Ever since somebody suggested switching to trail runners from granite-bottomed hiking shoes, I’ve been all about the Montrails. The first pair I bought fit fine, wore like iron and never gave me blisters. (Granted, walking is relatively easy on trail runners).
The second pair was a kind of strange hybrid shoe better suited to a rain forest — they have GoreTex on the outside rather than the inside, which does work better, and they came with neoprene gaiters that snap around the heels. Handy for wet winter hikes when you’d just as soon avoid getting your feet soaked; not really suited to snowshoeing as I had hoped.
I picked up my Continental Divides last winter primarily because a) they were half off at steepandcheap.com and b) I figured they’d fit like my previous pairs. They were barely out of the box when I had them out for a 15-miler at Mount Diablo, and they just did what they were supposed to do: support my feet, provide traction and do more good than harm.
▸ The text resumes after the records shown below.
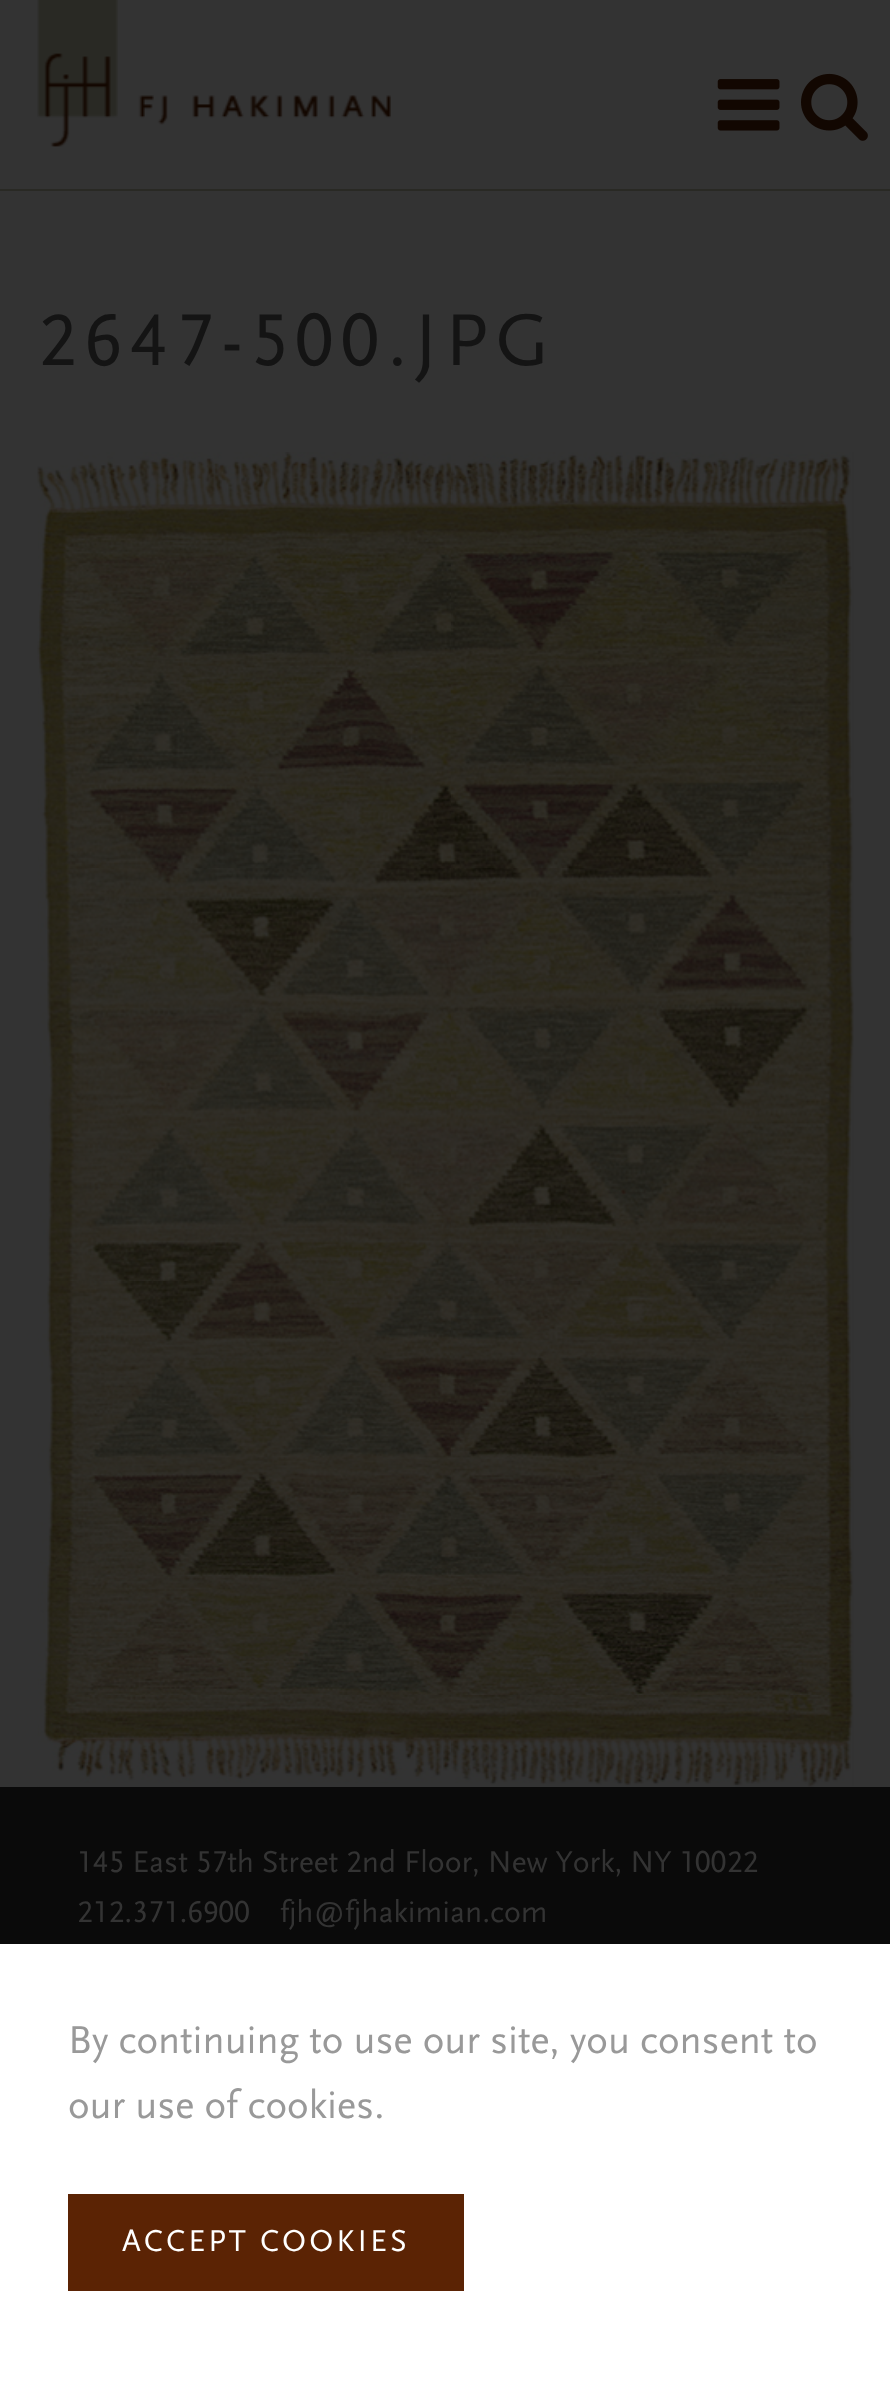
<svg xmlns="http://www.w3.org/2000/svg" width="890" height="2406" viewBox="0 0 890 2406">
  <rect width="100%" height="100%" fill="rgb(51,51,51)"/>
  <rect x="0" y="189" width="890" height="2" fill="rgb(41,41,36)"/>
  <image x="37" y="0" width="81" height="147" href="pic1.png"/>
  <image x="138" y="95" width="253" height="30" href="pic2.png"/>
  <image x="717" y="79" width="63" height="52" href="pic3.png"/>
  <image x="801" y="73" width="67" height="68" href="pic4.png"/>
  <text x="38" y="365" font-family="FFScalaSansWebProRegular" font-size="76.5" letter-spacing="7.6" fill="rgb(20,20,20)">2647-500.JPG</text>
  <image x="37" y="452" width="817" height="1335" href="pic5.png"/>
  <rect x="0" y="1787" width="890" height="157" fill="rgb(10,10,10)"/>
  <g font-family="FFScalaSansWebProRegular" font-size="31.5" fill="rgb(51,51,51)">
    <text>
      <tspan x="77" y="1872">145 East 57th Street 2nd Floor, New York, NY 10022</tspan>
      <tspan x="77" y="1922">212.371.6900</tspan>
    </text>
    <text x="280" y="1922">fjh@fjhakimian.com</text>
  </g>
  <rect x="0" y="1944" width="890" height="462" fill="rgb(255,255,255)"/>
  <g font-family="FFScalaSansWebProRegular" font-size="40.5" fill="rgb(153,153,153)">
    <text>
      <tspan x="68" y="2053">By continuing to use our site, you consent to</tspan>
      <tspan x="68" y="2118">our use of cookies.</tspan>
    </text>
  </g>
  <rect x="68" y="2194" width="396" height="97" fill="rgb(91,35,4)"/>
  <text x="122" y="2251" font-family="FFScalaSansWebProRegular" font-size="31.5" letter-spacing="3.1" fill="rgb(255,255,255)">ACCEPT COOKIES</text>
</svg>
I expect my feet to be tired and sore from long walks, but I don’t need my shoes making things worse.
One of the reasons I don’t talk about shoes too much (beyond angst at being compared to Imelda Marcos) is that footwear all comes down to the shape of your feet, and no two pairs are alike. Your mileage will definitely vary — the strongest, toughest, stickiest shoe on the planet is no help if it rubs you raw in the wrong places.
But I can say I’ve had good luck with Montrails — heck, they must have something on the ball if they’ve made Catra their spokesmodel.